EXERCISE BRIEF — Pull every line holding the word "Никольского" from the data below and copy it.

DATA FOR THIS TASK —
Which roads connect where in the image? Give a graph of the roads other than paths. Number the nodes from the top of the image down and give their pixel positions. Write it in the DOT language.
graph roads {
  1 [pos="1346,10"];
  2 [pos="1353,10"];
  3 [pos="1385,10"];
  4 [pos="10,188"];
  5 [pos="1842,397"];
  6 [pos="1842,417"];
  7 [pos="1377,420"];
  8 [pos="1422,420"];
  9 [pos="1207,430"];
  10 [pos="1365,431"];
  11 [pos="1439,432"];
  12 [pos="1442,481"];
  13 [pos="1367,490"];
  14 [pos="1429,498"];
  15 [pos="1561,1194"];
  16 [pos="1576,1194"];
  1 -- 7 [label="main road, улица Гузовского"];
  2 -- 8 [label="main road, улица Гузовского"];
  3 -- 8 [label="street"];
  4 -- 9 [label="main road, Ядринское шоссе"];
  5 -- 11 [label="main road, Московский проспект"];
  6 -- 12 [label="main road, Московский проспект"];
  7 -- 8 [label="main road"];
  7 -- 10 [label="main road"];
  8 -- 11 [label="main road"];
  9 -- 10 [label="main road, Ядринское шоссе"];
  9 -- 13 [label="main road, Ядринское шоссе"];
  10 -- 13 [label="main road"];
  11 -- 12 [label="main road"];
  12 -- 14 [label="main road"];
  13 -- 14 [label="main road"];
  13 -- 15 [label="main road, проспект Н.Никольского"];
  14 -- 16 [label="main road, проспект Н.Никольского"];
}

TASK OUTPUT —
  13 -- 15 [label="main road, проспект Н.Никольского"];
  14 -- 16 [label="main road, проспект Н.Никольского"];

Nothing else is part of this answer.